Without copying any picture, return all lines below exactly.

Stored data
__________________________________________________

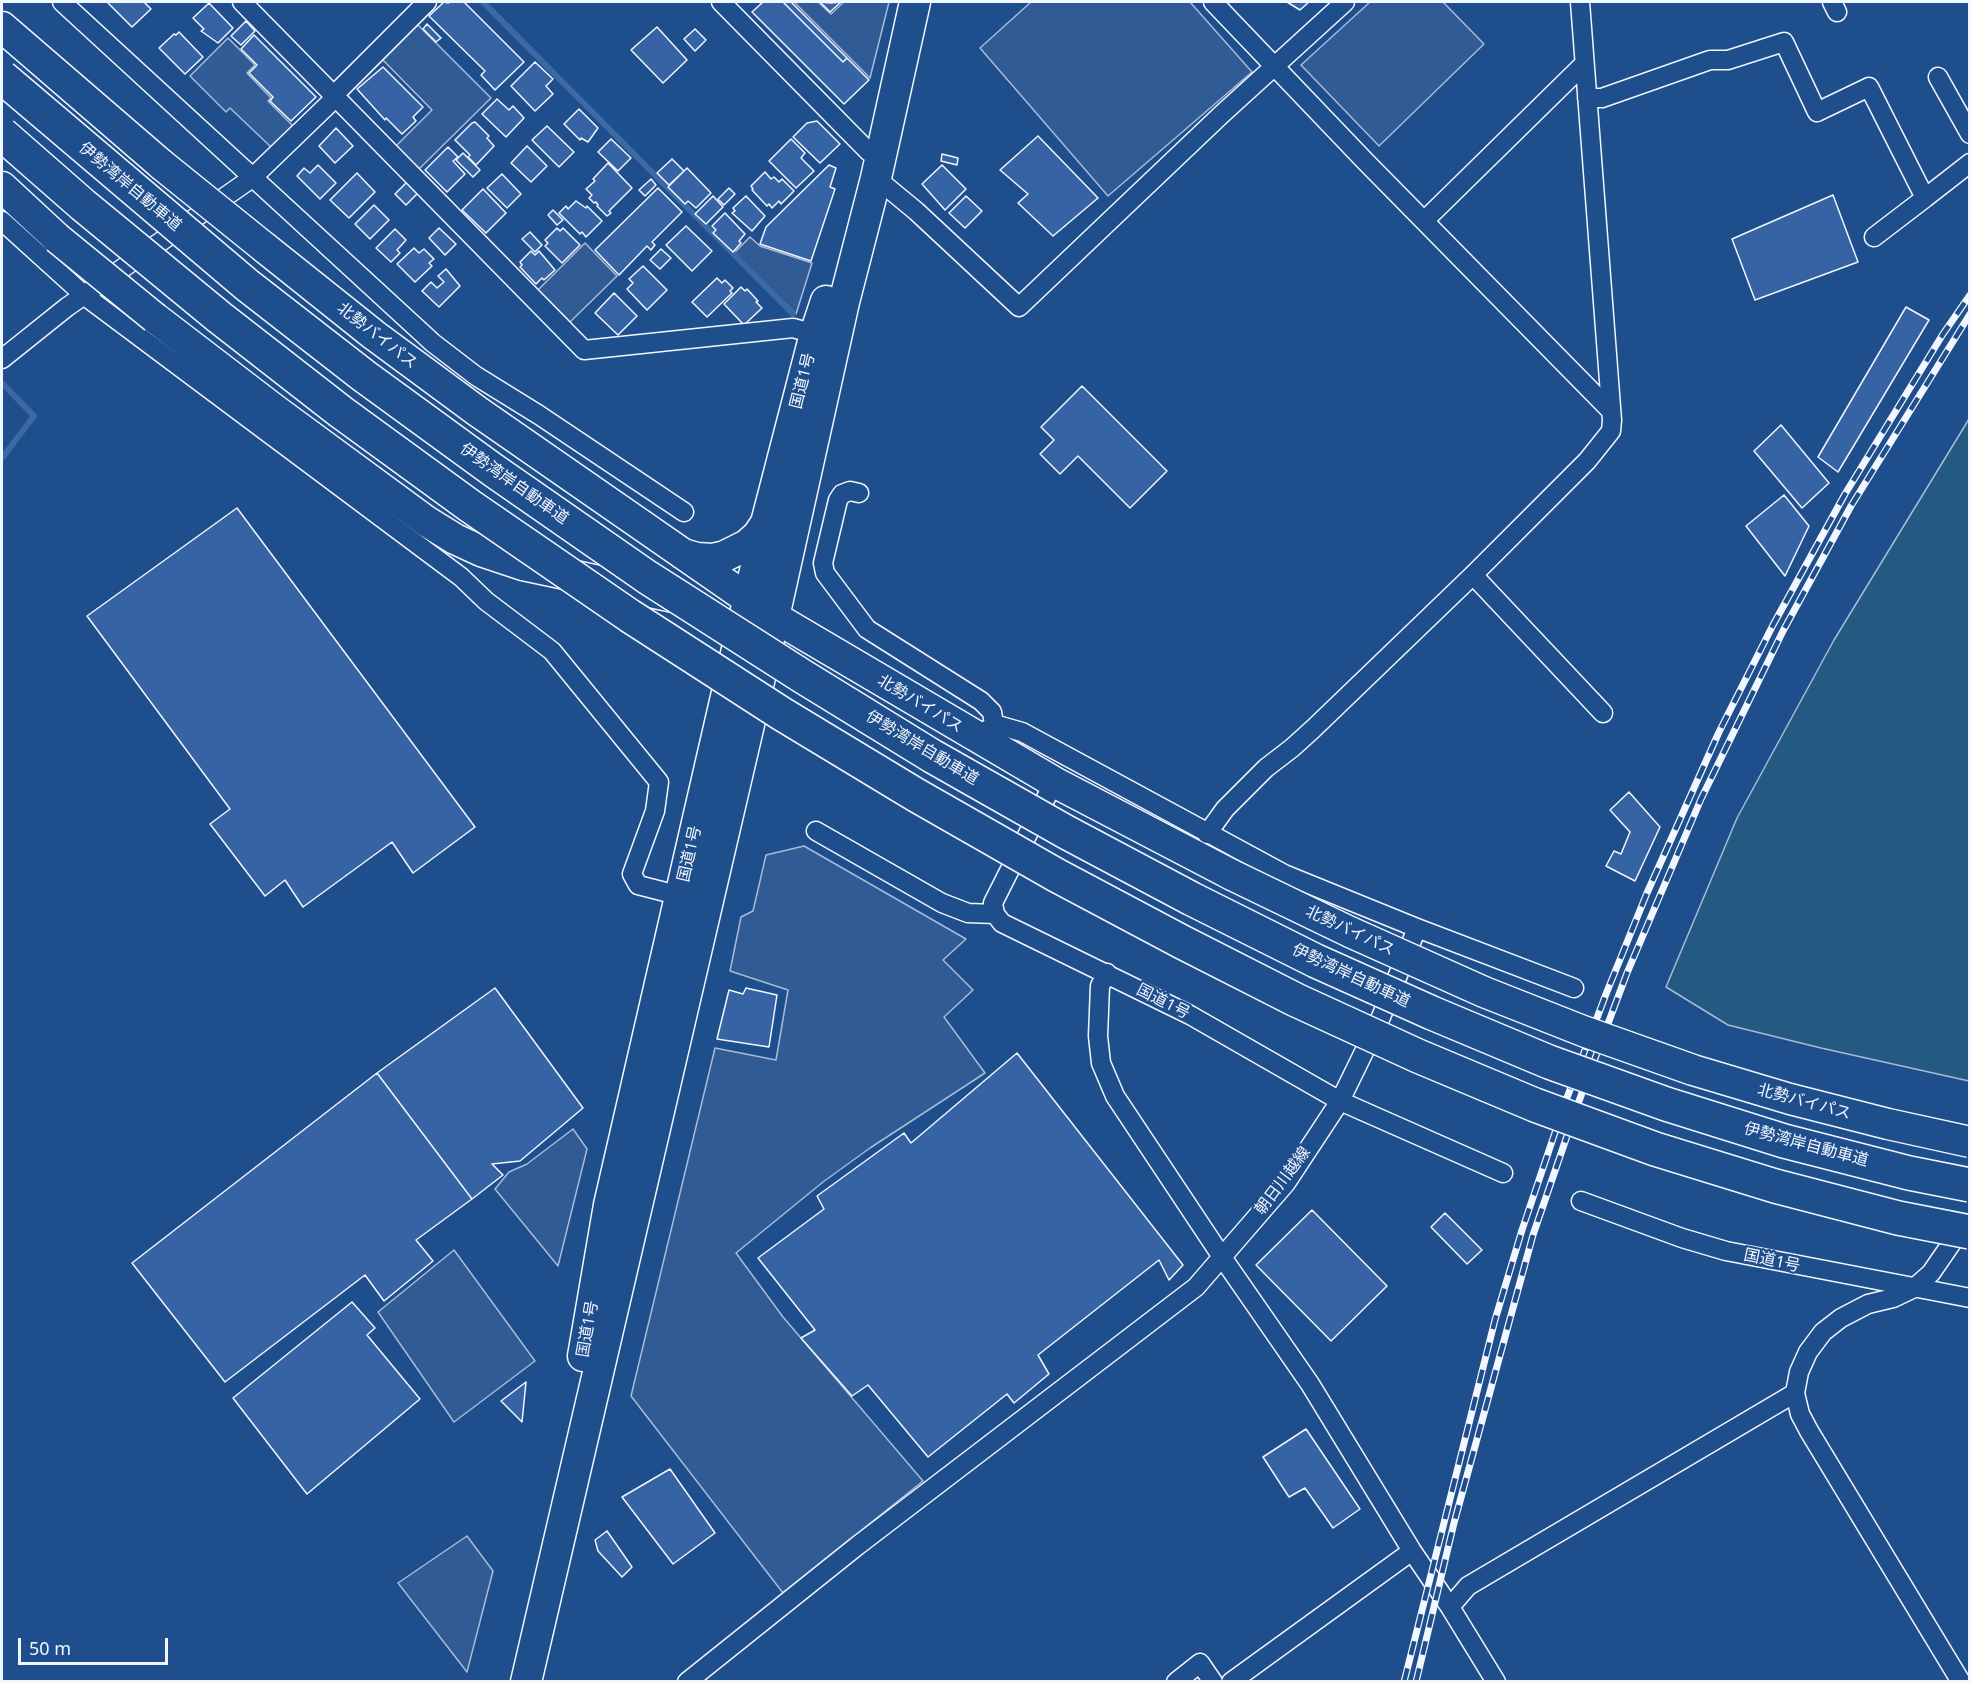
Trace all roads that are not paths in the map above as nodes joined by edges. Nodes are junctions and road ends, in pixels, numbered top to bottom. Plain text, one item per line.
1 (62, 2) edge
2 (242, 2) edge
3 (428, 2) edge
4 (721, 2) edge
5 (915, 2) edge
6 (1213, 2) edge
7 (1345, 2) edge
8 (1580, 2) edge
9 (2, 27) edge
10 (1584, 64) junction
11 (1276, 66) junction
12 (2, 77) edge
13 (1938, 77) dead end
14 (335, 96) junction
15 (1587, 98) junction
16 (2, 134) edge
17 (1970, 134) edge
18 (1970, 163) edge
19 (872, 165) junction
20 (252, 178) junction
21 (2, 187) edge
22 (1924, 198) junction
23 (2, 220) edge
24 (1424, 221) junction
25 (1874, 237) dead end
26 (85, 296) junction
27 (815, 334) junction
28 (2, 356) edge
29 (1611, 411) junction
30 (574, 440) junction
31 (556, 466) junction
32 (859, 493) dead end
33 (684, 512) dead end
34 (766, 524) junction
35 (481, 551) junction
36 (683, 554) junction
37 (1473, 575) junction
38 (461, 577) junction
39 (756, 610) junction
40 (1603, 712) dead end
41 (986, 731) junction
42 (1054, 782) junction
43 (816, 831) dead end
44 (1207, 834) junction
45 (681, 896) junction
46 (995, 914) junction
47 (1417, 928) junction
48 (1107, 973) junction
49 (1574, 988) dead end
50 (1340, 1101) junction
51 (1970, 1142) edge
52 (1503, 1173) dead end
53 (1970, 1185) edge
54 (1581, 1202) dead end
55 (1970, 1216) edge
56 (1970, 1232) edge
57 (1222, 1257) junction
58 (1914, 1288) junction
59 (1970, 1298) edge
60 (1796, 1393) junction
61 (1412, 1551) junction
62 (1450, 1607) junction
63 (1970, 1677) edge
64 (526, 1682) edge
65 (687, 1682) edge
66 (1176, 1682) edge
67 (1213, 1682) edge
68 (1231, 1682) edge
69 (1496, 1682) edge
70 (1963, 1682) edge

1 - 20 street
2 - 14 street
3 - 14 street
4 - 19 street
5 - 19 highway, 国道1号
6 - 11 street
7 - 11 street
8 - 10 street
9 - 31 highway, 北勢バイパス, bridge
10 - 15 street
10 - 24 street
11 - 19 street
11 - 24 street
12 - 53 highway, 伊勢湾岸自動車道, bridge
13 - 17 street
14 - 20 street
14 - 27 street
15 - 22 street
15 - 29 street
16 - 56 highway, bridge
18 - 22 street
19 - 27 highway, 国道1号
19 - 39 highway, 国道1号
20 - 26 street
20 - 30 street
21 - 35 highway, 北勢バイパス, bridge
22 - 25 street
23 - 26 street
24 - 29 street
26 - 28 street
26 - 38 street
27 - 34 highway, 国道1号
29 - 37 street
30 - 31 street
30 - 33 street
31 - 36 highway, 北勢バイパス
32 - 41 street
34 - 36 highway
34 - 39 highway, 国道1号
35 - 38 street
35 - 39 highway, 北勢バイパス
36 - 39 highway, 北勢バイパス
37 - 40 street
37 - 44 street
38 - 45 street
39 - 41 highway, 北勢バイパス
39 - 45 highway, 国道1号
39 - 64 highway, 国道1号
41 - 42 highway, 北勢バイパス
41 - 44 street
42 - 46 street
42 - 51 highway, 北勢バイパス, bridge
43 - 46 street
44 - 47 street
45 - 64 highway, 国道1号
46 - 48 street, 国道1号
47 - 49 street
47 - 50 street
48 - 50 street, 国道1号
48 - 57 street
50 - 52 street, 国道1号
50 - 57 street, 朝日川越線
54 - 58 street, 国道1号
55 - 58 street
57 - 61 street
57 - 65 street, 朝日川越線
58 - 59 street, 国道1号
58 - 60 street
60 - 62 street
60 - 70 street
61 - 62 street
61 - 68 street
62 - 69 street
63 - 70 street
66 - 67 street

__________________________________________________

**Finished exercise:**
Trace all roads that are not paths in the map above as nodes joined by edges. Nodes are junctions and road ends, in pixels, numbered top to bottom. Plain text, one item per line.
1 (62, 2) edge
2 (242, 2) edge
3 (428, 2) edge
4 (721, 2) edge
5 (915, 2) edge
6 (1213, 2) edge
7 (1345, 2) edge
8 (1580, 2) edge
9 (2, 27) edge
10 (1584, 64) junction
11 (1276, 66) junction
12 (2, 77) edge
13 (1938, 77) dead end
14 (335, 96) junction
15 (1587, 98) junction
16 (2, 134) edge
17 (1970, 134) edge
18 (1970, 163) edge
19 (872, 165) junction
20 (252, 178) junction
21 (2, 187) edge
22 (1924, 198) junction
23 (2, 220) edge
24 (1424, 221) junction
25 (1874, 237) dead end
26 (85, 296) junction
27 (815, 334) junction
28 (2, 356) edge
29 (1611, 411) junction
30 (574, 440) junction
31 (556, 466) junction
32 (859, 493) dead end
33 (684, 512) dead end
34 (766, 524) junction
35 (481, 551) junction
36 (683, 554) junction
37 (1473, 575) junction
38 (461, 577) junction
39 (756, 610) junction
40 (1603, 712) dead end
41 (986, 731) junction
42 (1054, 782) junction
43 (816, 831) dead end
44 (1207, 834) junction
45 (681, 896) junction
46 (995, 914) junction
47 (1417, 928) junction
48 (1107, 973) junction
49 (1574, 988) dead end
50 (1340, 1101) junction
51 (1970, 1142) edge
52 (1503, 1173) dead end
53 (1970, 1185) edge
54 (1581, 1202) dead end
55 (1970, 1216) edge
56 (1970, 1232) edge
57 (1222, 1257) junction
58 (1914, 1288) junction
59 (1970, 1298) edge
60 (1796, 1393) junction
61 (1412, 1551) junction
62 (1450, 1607) junction
63 (1970, 1677) edge
64 (526, 1682) edge
65 (687, 1682) edge
66 (1176, 1682) edge
67 (1213, 1682) edge
68 (1231, 1682) edge
69 (1496, 1682) edge
70 (1963, 1682) edge

1 - 20 street
2 - 14 street
3 - 14 street
4 - 19 street
5 - 19 highway, 国道1号
6 - 11 street
7 - 11 street
8 - 10 street
9 - 31 highway, 北勢バイパス, bridge
10 - 15 street
10 - 24 street
11 - 19 street
11 - 24 street
12 - 53 highway, 伊勢湾岸自動車道, bridge
13 - 17 street
14 - 20 street
14 - 27 street
15 - 22 street
15 - 29 street
16 - 56 highway, bridge
18 - 22 street
19 - 27 highway, 国道1号
19 - 39 highway, 国道1号
20 - 26 street
20 - 30 street
21 - 35 highway, 北勢バイパス, bridge
22 - 25 street
23 - 26 street
24 - 29 street
26 - 28 street
26 - 38 street
27 - 34 highway, 国道1号
29 - 37 street
30 - 31 street
30 - 33 street
31 - 36 highway, 北勢バイパス
32 - 41 street
34 - 36 highway
34 - 39 highway, 国道1号
35 - 38 street
35 - 39 highway, 北勢バイパス
36 - 39 highway, 北勢バイパス
37 - 40 street
37 - 44 street
38 - 45 street
39 - 41 highway, 北勢バイパス
39 - 45 highway, 国道1号
39 - 64 highway, 国道1号
41 - 42 highway, 北勢バイパス
41 - 44 street
42 - 46 street
42 - 51 highway, 北勢バイパス, bridge
43 - 46 street
44 - 47 street
45 - 64 highway, 国道1号
46 - 48 street, 国道1号
47 - 49 street
47 - 50 street
48 - 50 street, 国道1号
48 - 57 street
50 - 52 street, 国道1号
50 - 57 street, 朝日川越線
54 - 58 street, 国道1号
55 - 58 street
57 - 61 street
57 - 65 street, 朝日川越線
58 - 59 street, 国道1号
58 - 60 street
60 - 62 street
60 - 70 street
61 - 62 street
61 - 68 street
62 - 69 street
63 - 70 street
66 - 67 street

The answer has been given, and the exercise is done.